▶ [Try it]: Which lines of the entries below contain the string "Fong"? Copy each one.

▶ [Source data]:
....................

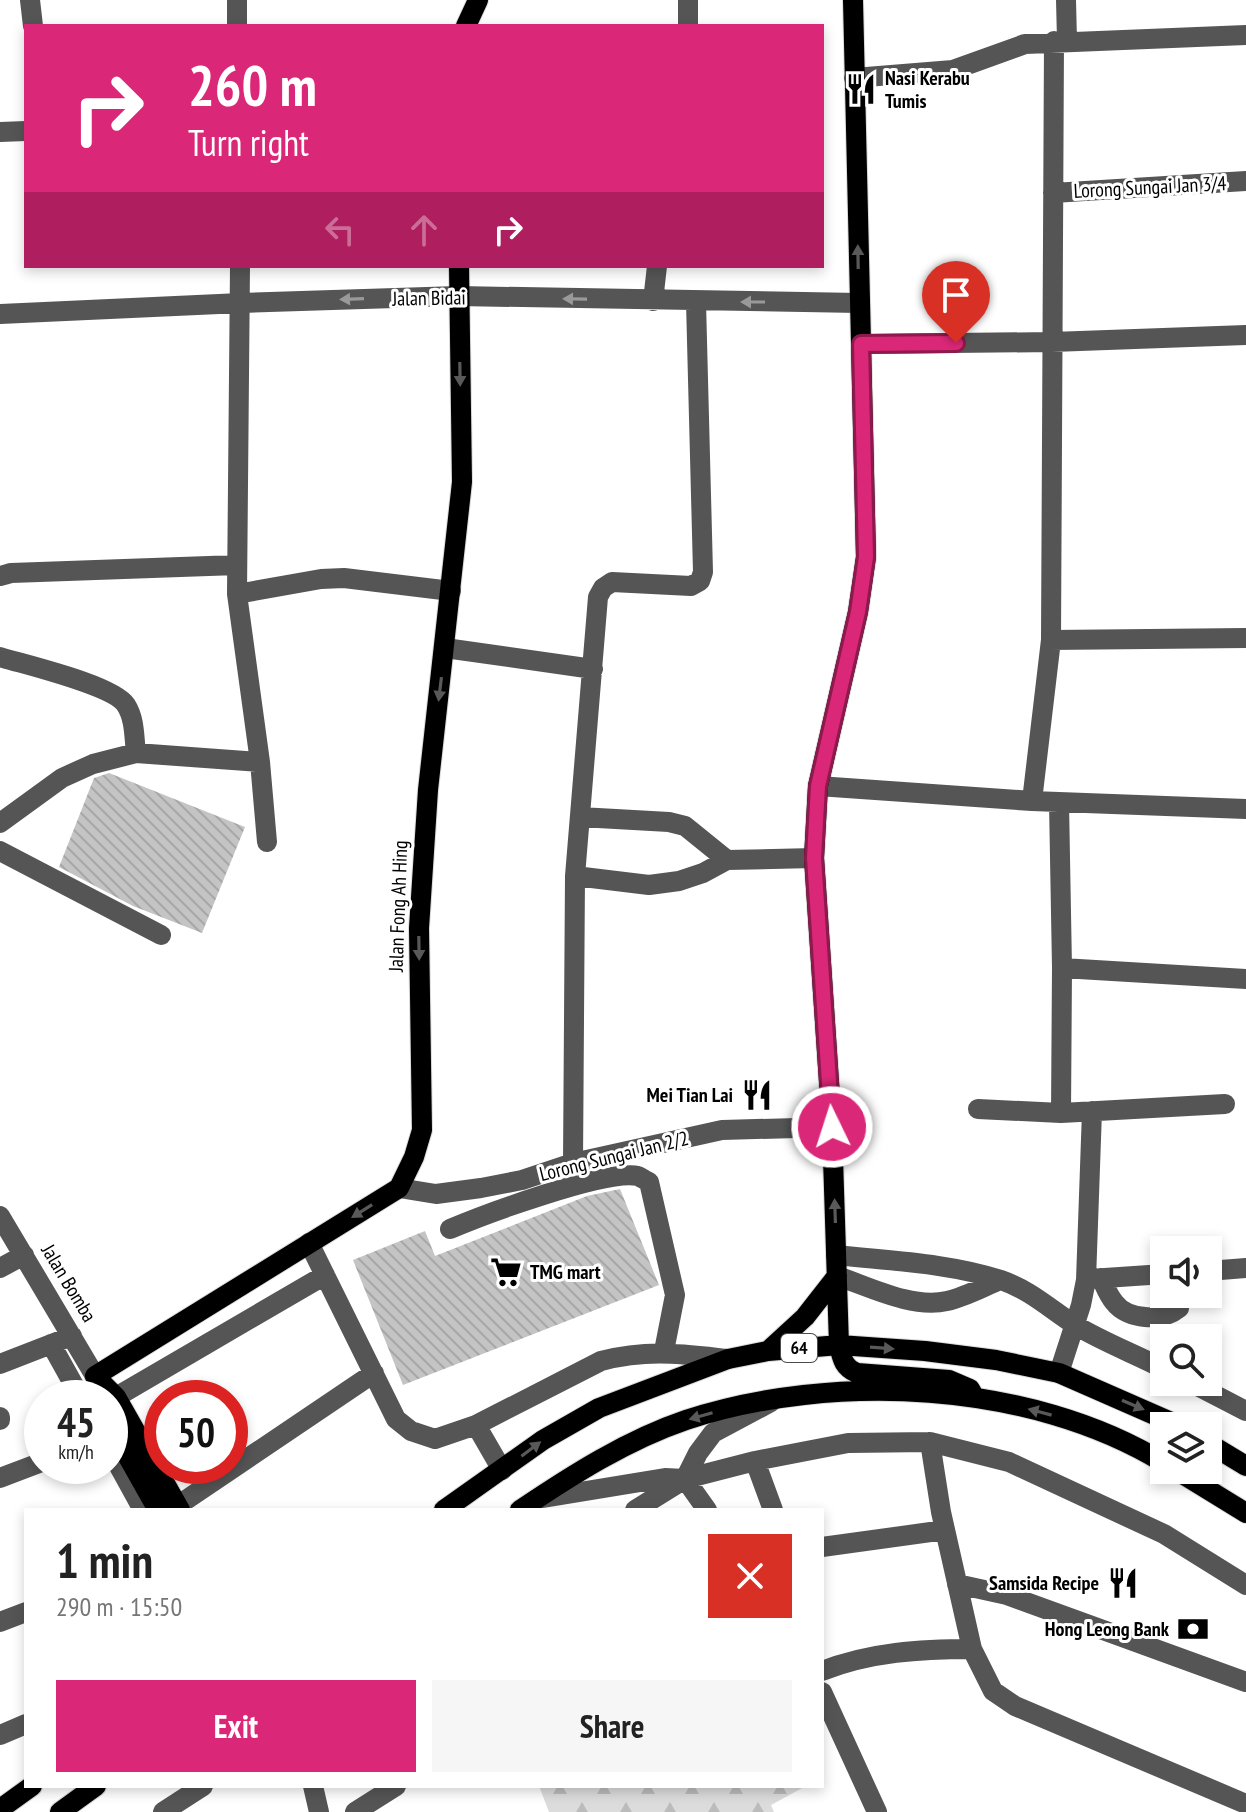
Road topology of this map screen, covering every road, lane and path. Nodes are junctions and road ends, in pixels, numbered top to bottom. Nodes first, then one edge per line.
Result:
1 (30, 0) edge
2 (237, 0) edge
3 (478, 0) edge
4 (688, 0) edge
5 (853, 0) edge
6 (1066, 0) edge
7 (33, 24) edge
8 (237, 24) edge
9 (467, 24) edge
10 (688, 24) edge
11 (1246, 35) edge
12 (1061, 40) junction
13 (854, 78) junction
14 (24, 131) edge
15 (0, 132) edge
16 (1246, 181) edge
17 (1053, 193) junction
18 (240, 268) edge
19 (459, 268) edge
20 (657, 268) edge
21 (458, 296) junction
22 (653, 301) junction
23 (696, 302) junction
24 (241, 303) junction
25 (859, 303) junction
26 (0, 314) edge
27 (1246, 335) edge
28 (1052, 342) junction
29 (861, 344) junction
30 (237, 565) junction
31 (0, 576) edge
32 (451, 591) junction
33 (237, 594) junction
34 (1246, 638) edge
35 (1051, 640) junction
36 (445, 648) junction
37 (0, 657) edge
38 (593, 669) junction
39 (136, 753) junction
40 (260, 762) junction
41 (818, 786) junction
42 (1032, 801) junction
43 (1059, 802) junction
44 (1246, 809) edge
45 (580, 817) junction
46 (0, 823) edge
47 (267, 842) dead end
48 (0, 851) edge
49 (814, 858) junction
50 (727, 860) junction
51 (575, 876) junction
52 (161, 935) dead end
53 (1062, 968) junction
54 (1246, 979) edge
55 (1225, 1104) dead end
56 (978, 1109) dead end
57 (1092, 1111) junction
58 (1061, 1113) junction
59 (832, 1127) junction
60 (573, 1163) junction
61 (399, 1188) junction
62 (481, 1188) junction
63 (487, 1213) junction
64 (0, 1216) edge
65 (450, 1229) dead end
66 (309, 1243) junction
67 (24, 1255) junction
68 (836, 1266) junction
69 (0, 1268) edge
70 (1246, 1268) edge
71 (1222, 1270) edge
72 (325, 1275) junction
73 (1150, 1275) edge
74 (1093, 1279) junction
75 (1000, 1280) junction
76 (1179, 1308) edge
77 (1075, 1325) junction
78 (72, 1336) junction
79 (51, 1344) junction
80 (839, 1345) junction
81 (664, 1351) junction
82 (768, 1351) junction
83 (728, 1359) junction
84 (1150, 1362) edge
85 (0, 1364) edge
86 (374, 1373) junction
87 (1059, 1373) junction
88 (95, 1376) junction
89 (71, 1380) edge
90 (97, 1380) edge
91 (128, 1385) edge
92 (1217, 1396) edge
93 (975, 1398) junction
94 (778, 1399) junction
95 (1246, 1411) edge
96 (1150, 1413) edge
97 (476, 1425) junction
98 (128, 1434) edge
99 (930, 1442) junction
100 (128, 1450) edge
101 (1222, 1451) edge
102 (1150, 1454) edge
103 (755, 1461) junction
104 (1246, 1466) edge
105 (24, 1469) edge
106 (502, 1470) junction
107 (0, 1478) edge
108 (685, 1479) junction
109 (128, 1483) edge
110 (1199, 1484) edge
111 (529, 1504) edge
112 (142, 1508) edge
113 (170, 1508) edge
114 (170, 1508) edge
115 (172, 1508) edge
116 (447, 1508) edge
117 (638, 1508) edge
118 (706, 1508) edge
119 (772, 1508) edge
120 (1246, 1513) edge
121 (945, 1530) junction
122 (824, 1547) edge
123 (957, 1584) junction
124 (1246, 1585) edge
125 (24, 1613) edge
126 (0, 1622) edge
127 (972, 1649) junction
128 (824, 1670) edge
129 (1246, 1682) edge
130 (824, 1696) edge
131 (24, 1725) edge
132 (0, 1735) edge
133 (29, 1788) edge
134 (93, 1788) edge
135 (202, 1788) edge
136 (313, 1788) edge
137 (393, 1788) edge
138 (1246, 1804) edge
139 (189, 1805) edge
140 (0, 1809) edge
141 (60, 1812) edge
142 (163, 1812) edge
143 (319, 1812) edge
144 (355, 1812) edge
145 (877, 1812) edge

1 - 7 street
2 - 8 street
3 - 9 main road
4 - 10 street
5 - 13 main road
6 - 12 street
11 - 12 street
12 - 13 street
12 - 17 street
25 -> 13 main road
14 - 15 street
16 - 17 street, Lorong Sungai Jan 3/4
17 - 28 street
18 - 24 street
19 - 21 main road, Jalan Fong Ah Hing
20 - 22 street
22 -> 21 street, Jalan Bidai
21 -> 24 street, Jalan Bidai
21 -> 32 main road, Jalan Fong Ah Hing
22 - 23 street, Jalan Bidai
25 -> 23 street, Jalan Bidai
23 - 38 street
24 - 26 street, Jalan Bidai
24 - 30 street
25 - 29 main road
27 - 28 street
28 - 29 street
28 - 35 street
29 - 41 main road
30 - 31 street
30 - 33 street
32 - 33 street
32 - 36 main road, Jalan Fong Ah Hing
33 - 40 street
34 - 35 street
35 - 42 street
36 - 38 street
36 -> 61 main road, Jalan Fong Ah Hing
37 - 39 street
38 - 45 street
39 - 40 street
39 - 46 street
40 - 47 street
41 - 42 street
41 - 49 main road
42 - 43 street
43 - 44 street
43 - 53 street
45 - 50 street
45 - 51 street
48 - 52 street
49 - 50 street
49 - 59 main road
50 - 51 street
51 - 60 street
53 - 54 street
53 - 58 street
55 - 57 street
56 - 58 street
57 - 58 street
57 - 74 street
59 - 60 street, Lorong Sungai Jan 2/2
68 -> 59 main road
60 - 62 street, Lorong Sungai Jan 2/2
61 - 62 street, Lorong Sungai Jan 2/2
61 -> 66 main road
62 - 63 street
63 - 65 street
63 - 81 street
64 - 67 street, Jalan Bomba
66 - 72 street
66 - 88 main road
67 - 69 street
67 - 78 street, Jalan Bomba
68 - 75 street
68 - 75 street
68 - 80 main road
68 - 82 main road
70 - 71 street
72 - 86 street
72 - 91 street
73 - 74 street
74 - 76 street
74 - 77 street
75 - 77 street
77 - 84 street
77 - 87 street
78 - 79 street
78 - 88 street, Jalan Bomba
79 - 85 street
79 - 89 street
80 - 82 main road, 64
80 -> 87 main road, 64
80 - 93 main road
81 - 83 street
81 - 97 street
82 - 83 main road, 64
106 -> 83 main road, 64
86 - 97 street
86 - 115 street
87 -> 96 main road, 64
88 - 90 main road, Jalan Bomba
92 - 95 street
93 - 94 main road
102 -> 93 main road
94 - 108 street
94 -> 111 main road
97 - 106 street
98 - 113 main road, Jalan Bomba
99 - 103 street
99 - 121 street
99 - 124 street
100 - 114 main road
101 - 104 main road
103 - 108 street
103 - 119 street
105 - 107 street
106 - 116 main road, 64
108 - 111 street
108 - 117 street
108 - 118 street
109 - 112 street
110 - 120 main road
121 - 122 street
121 - 123 street
123 - 127 street
123 - 129 street
125 - 126 street
127 - 128 street
127 - 138 street
130 - 145 street
131 - 132 street
133 - 140 main road
134 - 141 main road
135 - 139 street
136 - 143 street
137 - 144 street
139 - 142 street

....................

▶ [Output]:
19 - 21 main road, Jalan Fong Ah Hing
21 -> 32 main road, Jalan Fong Ah Hing
32 - 36 main road, Jalan Fong Ah Hing
36 -> 61 main road, Jalan Fong Ah Hing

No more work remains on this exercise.